━━ PROVIDED ENTRIES
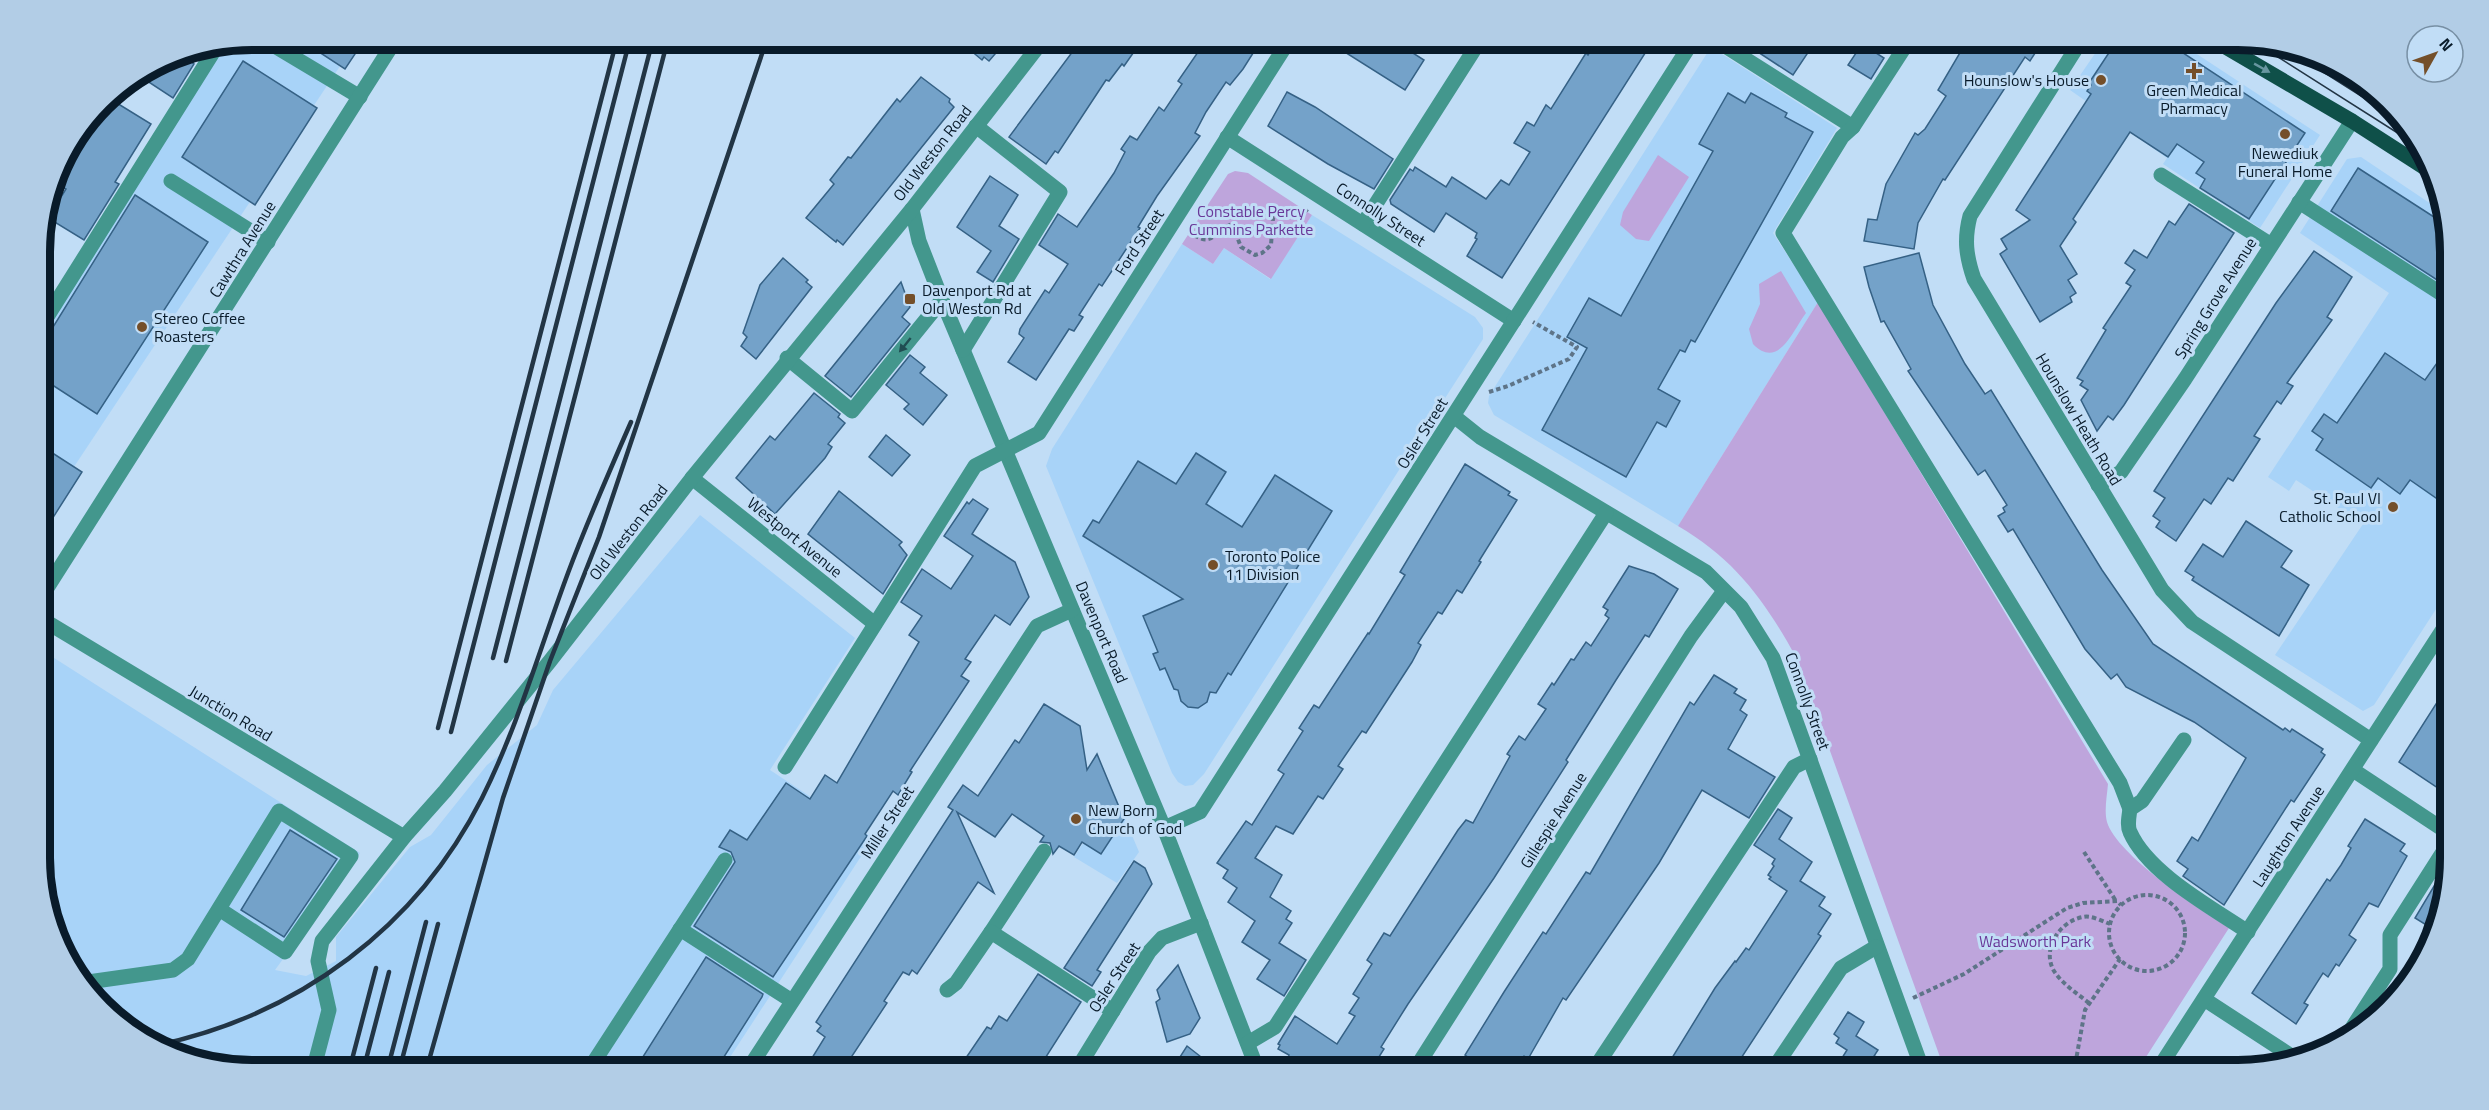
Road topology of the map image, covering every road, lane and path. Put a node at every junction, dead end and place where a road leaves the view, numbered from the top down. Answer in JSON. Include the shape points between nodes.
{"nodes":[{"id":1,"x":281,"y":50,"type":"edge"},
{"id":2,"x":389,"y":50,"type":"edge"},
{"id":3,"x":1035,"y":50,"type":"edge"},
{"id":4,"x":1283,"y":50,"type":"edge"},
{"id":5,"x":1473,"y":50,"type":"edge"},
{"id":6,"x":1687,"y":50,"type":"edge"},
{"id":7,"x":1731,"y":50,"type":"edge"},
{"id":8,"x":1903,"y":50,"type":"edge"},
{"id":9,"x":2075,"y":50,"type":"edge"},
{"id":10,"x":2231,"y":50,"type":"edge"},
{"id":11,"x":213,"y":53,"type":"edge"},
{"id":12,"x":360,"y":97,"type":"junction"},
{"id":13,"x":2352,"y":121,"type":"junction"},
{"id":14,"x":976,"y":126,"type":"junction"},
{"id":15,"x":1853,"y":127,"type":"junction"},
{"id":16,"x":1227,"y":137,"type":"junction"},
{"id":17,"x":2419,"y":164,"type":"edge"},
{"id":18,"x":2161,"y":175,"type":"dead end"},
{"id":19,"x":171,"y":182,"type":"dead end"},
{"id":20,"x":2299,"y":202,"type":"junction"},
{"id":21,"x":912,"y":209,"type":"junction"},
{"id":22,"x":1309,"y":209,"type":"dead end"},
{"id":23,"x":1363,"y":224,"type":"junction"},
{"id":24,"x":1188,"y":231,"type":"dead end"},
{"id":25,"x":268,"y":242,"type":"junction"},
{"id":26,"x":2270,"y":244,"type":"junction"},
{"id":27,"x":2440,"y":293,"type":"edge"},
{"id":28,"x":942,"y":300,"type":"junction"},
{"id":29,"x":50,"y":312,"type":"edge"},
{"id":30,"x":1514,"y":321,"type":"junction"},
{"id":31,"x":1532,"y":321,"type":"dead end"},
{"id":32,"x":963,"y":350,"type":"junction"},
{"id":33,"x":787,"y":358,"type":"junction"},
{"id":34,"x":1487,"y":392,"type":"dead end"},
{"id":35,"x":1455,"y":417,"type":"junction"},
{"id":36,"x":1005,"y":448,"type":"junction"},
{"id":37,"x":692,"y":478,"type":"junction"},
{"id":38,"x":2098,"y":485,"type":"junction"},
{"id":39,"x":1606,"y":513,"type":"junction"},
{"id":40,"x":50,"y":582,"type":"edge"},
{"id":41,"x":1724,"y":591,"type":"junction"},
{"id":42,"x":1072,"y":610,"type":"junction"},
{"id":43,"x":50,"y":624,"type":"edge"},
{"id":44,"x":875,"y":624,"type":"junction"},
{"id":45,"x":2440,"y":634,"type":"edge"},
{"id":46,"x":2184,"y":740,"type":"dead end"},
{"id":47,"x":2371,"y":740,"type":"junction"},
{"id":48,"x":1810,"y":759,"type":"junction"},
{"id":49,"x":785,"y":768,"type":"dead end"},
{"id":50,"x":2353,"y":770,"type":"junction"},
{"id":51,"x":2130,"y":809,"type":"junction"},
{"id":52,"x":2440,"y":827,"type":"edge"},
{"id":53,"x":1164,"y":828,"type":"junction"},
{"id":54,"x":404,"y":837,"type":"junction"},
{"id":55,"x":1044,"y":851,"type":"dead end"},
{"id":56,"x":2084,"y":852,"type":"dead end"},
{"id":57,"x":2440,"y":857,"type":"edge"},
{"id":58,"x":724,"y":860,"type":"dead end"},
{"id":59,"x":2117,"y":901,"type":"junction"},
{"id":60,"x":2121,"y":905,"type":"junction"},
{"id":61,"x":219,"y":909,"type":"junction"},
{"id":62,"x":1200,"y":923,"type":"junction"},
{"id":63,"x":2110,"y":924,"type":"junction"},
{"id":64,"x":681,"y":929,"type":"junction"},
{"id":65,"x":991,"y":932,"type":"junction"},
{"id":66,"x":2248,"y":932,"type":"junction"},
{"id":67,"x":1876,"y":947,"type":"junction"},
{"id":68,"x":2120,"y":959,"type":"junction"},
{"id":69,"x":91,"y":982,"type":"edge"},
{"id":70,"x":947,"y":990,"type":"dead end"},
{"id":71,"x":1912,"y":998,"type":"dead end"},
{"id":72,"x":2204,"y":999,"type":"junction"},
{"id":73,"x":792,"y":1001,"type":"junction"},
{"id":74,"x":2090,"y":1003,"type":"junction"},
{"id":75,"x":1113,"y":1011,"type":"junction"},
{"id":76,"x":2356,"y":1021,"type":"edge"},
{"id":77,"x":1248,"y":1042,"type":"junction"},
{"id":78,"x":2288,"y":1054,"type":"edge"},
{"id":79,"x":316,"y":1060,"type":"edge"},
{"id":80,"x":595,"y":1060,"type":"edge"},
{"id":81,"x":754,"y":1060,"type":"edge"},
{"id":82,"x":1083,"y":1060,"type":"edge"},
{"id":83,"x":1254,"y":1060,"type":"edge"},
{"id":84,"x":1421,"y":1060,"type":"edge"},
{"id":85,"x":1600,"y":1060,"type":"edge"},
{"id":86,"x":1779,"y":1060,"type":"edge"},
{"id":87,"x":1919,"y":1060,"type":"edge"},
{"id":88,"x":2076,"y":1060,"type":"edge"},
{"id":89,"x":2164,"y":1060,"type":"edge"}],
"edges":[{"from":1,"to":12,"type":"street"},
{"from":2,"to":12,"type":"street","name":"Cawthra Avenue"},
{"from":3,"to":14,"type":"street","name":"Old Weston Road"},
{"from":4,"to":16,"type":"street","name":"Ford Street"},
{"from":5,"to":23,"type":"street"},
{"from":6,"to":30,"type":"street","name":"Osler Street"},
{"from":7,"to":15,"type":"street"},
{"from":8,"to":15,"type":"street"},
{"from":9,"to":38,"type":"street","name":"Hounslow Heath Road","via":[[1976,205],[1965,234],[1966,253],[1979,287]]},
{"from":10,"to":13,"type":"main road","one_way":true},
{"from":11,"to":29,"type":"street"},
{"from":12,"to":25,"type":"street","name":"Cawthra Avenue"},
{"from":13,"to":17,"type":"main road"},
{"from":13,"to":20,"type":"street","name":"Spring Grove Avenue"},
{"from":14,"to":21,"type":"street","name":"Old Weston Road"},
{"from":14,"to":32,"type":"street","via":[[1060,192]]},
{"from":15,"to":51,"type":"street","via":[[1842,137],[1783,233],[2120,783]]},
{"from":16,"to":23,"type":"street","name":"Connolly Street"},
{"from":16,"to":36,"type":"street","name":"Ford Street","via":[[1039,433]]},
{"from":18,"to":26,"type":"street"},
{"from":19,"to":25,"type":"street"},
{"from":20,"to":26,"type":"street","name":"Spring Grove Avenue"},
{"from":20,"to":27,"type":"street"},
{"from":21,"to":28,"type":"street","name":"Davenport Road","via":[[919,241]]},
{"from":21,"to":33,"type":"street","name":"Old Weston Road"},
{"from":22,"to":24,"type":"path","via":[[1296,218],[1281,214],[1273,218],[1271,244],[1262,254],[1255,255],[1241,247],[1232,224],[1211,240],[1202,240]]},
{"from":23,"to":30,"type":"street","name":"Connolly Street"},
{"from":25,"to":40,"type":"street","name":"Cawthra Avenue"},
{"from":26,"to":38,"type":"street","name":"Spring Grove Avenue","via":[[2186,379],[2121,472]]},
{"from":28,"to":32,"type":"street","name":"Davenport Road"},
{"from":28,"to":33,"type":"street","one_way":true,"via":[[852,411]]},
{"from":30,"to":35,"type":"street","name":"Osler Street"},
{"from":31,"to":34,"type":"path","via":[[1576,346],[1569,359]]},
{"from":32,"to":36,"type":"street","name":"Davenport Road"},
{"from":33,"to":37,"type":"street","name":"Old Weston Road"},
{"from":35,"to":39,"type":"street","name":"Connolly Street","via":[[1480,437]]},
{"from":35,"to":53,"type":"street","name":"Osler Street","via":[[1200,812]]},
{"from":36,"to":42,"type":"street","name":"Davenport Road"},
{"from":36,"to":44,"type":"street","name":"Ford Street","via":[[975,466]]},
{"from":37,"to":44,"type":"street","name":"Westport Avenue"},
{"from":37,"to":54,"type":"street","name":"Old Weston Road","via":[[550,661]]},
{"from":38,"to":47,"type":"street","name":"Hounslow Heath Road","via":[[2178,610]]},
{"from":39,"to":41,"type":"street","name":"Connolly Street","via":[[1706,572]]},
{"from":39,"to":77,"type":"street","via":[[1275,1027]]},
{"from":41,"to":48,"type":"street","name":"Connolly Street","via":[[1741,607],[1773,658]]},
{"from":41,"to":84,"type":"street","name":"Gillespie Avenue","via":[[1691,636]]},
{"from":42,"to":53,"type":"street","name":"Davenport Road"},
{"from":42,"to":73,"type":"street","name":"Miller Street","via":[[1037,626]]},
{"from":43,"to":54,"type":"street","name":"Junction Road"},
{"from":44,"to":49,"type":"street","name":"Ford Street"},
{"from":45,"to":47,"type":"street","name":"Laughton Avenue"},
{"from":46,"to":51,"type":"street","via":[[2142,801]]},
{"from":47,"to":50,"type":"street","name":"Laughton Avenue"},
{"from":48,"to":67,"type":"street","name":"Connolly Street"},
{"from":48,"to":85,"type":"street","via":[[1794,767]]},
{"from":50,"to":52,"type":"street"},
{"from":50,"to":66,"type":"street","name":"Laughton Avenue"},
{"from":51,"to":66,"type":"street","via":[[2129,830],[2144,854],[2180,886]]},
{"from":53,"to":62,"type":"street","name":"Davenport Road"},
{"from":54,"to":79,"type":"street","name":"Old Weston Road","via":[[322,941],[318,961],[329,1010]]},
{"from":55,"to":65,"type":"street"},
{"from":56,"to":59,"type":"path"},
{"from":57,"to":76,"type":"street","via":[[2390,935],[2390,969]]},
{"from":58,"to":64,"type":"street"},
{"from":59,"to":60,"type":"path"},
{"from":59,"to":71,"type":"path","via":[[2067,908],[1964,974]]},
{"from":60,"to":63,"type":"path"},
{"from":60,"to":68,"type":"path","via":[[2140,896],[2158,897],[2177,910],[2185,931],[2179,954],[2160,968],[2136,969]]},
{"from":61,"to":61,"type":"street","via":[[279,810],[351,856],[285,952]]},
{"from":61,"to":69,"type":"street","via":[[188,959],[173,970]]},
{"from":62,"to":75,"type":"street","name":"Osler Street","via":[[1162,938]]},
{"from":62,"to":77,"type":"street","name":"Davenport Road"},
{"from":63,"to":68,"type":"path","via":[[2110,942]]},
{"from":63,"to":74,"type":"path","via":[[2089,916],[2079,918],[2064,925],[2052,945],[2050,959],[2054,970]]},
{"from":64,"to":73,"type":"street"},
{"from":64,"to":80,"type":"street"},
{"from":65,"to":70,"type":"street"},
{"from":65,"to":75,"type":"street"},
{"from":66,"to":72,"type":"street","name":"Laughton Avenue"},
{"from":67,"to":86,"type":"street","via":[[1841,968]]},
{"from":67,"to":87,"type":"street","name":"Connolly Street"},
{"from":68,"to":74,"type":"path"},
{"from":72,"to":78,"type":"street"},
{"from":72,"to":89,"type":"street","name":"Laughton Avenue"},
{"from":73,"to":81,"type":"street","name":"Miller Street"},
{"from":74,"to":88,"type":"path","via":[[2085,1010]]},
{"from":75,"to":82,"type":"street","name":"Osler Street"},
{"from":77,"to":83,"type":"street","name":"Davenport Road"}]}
━━━━
YOUR OBJECTIVE
Lines above containing "Miller": how many? Reply with the number only.

YOUR SOLUTION
2